The short answer is “yes”, but right now this isn’t yet true. Several new APIs have been developed over time before HAF existed. These often were developed with a somewhat similar design methodology to the original hivemind: they make get_block calls to get data from hived and they make other API calls to get data from hivemind, then they write their own data to a local database. They are already modular, like HAF apps, in the sense that they maintain an entirely separate database for storing their data.
So why do I think these APIs should be turned into HAF apps? There’s a couple of reasons, some the same as the reason why we made hivemind a HAF app: they generally aren’t designed to handle forking and they make many expensive get_block API calls to hived nodes when a new server for the API is being established.
But there’s a much more fundamental reason why I’d like to see these APIs implemented as HAF apps…
Decentralizing Hive’s API server network
Right now, the so-called “core” API of Hive is decentralized, because we have around 20+ public API servers that Hive apps can make calls to. But for “new” API calls implemented without using HAF, generally only the original developer runs a server for that API. But if new APIs are developed as HAF apps, then it becomes very easy for the public API servers to add support for these new APIs.
HAF-based APIs increase software re-use
If APIs are available across multiple public nodes, it is much more likely that application developers will be comfortable making calls to those APIs. If only one server supports a set of API calls, then your app stops working when that server goes down. If there are many servers supporting the API, then your app can seamlessly switch to another API server, and it is safer to use the calls provided by that API. This technique is already used by all the main social media apps of Hive because they primarily rely on the Hive API supported by the public API servers.
HAF apps are the new Hive API
When Hive first got started, devs were asking each other, how should we create a next generation API for Hive? We wanted a new API that incorporated all the lessons that were learned from developing the original API, including fixing problems with existing API calls.
But it quickly became obvious that API servers for a platform such as Hive that can serve many diverse software applications will need an API that can easily evolve to meet future needs. So we needed to allow for many developers creating their own specialized APIs in a way that the work done by independent teams wouldn’t conflict with each other (i.e. we needed a very modular design).

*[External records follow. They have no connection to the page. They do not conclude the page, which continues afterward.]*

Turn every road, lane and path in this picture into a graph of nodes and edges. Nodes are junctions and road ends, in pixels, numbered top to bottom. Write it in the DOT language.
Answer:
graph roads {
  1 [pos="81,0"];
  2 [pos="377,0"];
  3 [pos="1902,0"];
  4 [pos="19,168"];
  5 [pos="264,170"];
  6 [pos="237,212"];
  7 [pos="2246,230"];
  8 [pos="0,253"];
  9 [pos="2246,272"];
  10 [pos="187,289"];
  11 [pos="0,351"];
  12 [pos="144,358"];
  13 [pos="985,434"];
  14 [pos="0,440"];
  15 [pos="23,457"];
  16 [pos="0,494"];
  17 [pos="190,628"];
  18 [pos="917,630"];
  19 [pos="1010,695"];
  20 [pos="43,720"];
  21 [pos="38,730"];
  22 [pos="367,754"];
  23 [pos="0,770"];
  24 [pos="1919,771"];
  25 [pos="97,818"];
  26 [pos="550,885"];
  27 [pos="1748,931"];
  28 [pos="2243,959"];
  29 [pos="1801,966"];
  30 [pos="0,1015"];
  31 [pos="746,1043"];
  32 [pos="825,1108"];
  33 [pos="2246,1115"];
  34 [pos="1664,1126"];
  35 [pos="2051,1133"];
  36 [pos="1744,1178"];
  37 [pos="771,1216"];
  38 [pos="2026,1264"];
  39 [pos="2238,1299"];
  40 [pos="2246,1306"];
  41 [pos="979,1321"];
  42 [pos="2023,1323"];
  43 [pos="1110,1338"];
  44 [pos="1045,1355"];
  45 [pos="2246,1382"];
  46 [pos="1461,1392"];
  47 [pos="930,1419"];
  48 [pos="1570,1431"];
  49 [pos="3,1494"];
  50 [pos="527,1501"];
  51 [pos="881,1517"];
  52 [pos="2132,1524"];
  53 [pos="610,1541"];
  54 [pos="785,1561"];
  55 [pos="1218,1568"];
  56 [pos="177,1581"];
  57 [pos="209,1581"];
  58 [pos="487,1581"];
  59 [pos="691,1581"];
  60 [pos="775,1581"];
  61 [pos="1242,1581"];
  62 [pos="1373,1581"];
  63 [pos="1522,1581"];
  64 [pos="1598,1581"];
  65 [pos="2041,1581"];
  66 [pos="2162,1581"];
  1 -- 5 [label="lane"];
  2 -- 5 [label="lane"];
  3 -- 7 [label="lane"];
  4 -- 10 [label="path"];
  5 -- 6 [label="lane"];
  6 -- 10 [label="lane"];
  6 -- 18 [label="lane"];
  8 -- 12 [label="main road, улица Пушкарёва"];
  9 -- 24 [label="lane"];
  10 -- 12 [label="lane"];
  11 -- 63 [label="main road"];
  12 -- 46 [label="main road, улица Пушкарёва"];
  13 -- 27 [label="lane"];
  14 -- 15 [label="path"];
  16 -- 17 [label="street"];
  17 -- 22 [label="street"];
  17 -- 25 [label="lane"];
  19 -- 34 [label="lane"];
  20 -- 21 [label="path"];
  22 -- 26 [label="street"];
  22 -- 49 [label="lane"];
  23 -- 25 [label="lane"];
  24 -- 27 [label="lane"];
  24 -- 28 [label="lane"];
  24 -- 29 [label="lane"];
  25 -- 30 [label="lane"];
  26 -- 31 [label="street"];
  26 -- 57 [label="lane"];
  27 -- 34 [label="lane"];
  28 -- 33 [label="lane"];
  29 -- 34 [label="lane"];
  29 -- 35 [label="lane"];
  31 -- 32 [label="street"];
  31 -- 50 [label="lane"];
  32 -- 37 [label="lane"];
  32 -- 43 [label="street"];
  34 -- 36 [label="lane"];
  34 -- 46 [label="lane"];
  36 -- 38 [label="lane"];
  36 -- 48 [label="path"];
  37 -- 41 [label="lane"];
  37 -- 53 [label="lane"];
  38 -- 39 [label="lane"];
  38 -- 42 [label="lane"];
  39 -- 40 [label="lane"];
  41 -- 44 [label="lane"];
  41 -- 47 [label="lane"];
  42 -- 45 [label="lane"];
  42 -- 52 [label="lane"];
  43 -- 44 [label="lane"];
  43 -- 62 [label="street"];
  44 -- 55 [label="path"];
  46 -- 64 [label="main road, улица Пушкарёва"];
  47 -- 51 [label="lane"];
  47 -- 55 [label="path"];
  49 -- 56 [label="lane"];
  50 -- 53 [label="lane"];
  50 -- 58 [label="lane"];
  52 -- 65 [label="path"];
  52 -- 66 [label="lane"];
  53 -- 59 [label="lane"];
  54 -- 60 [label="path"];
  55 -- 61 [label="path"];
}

We also wanted to encourage the use of best practices when new API calls were implemented, so that the API calls were as efficient and scalable as possible and also robust against forks.
By achieving these three goals (scalability, robust operation during forks, and modularity), it becomes safe for public API servers to quickly add support for new API calls without worrying about breaking existing functionality or introducing too much loading on their server.
HAF meets these three goals and is also implemented using a programming methodology that is familiar to many developers. To further ease the effort required for Hive API servers to add support for new Hive APIs, each HAF app is normally deployed inside a separate docker container. This means that a HAF server can add support for a new HAF app/API with a single command. With a dev-friendly programming environment, guard rails to protect against mistakes that can take down servers, and easy deployment, HAF apps are perfectly designed to meet the future needs of Hive-based software.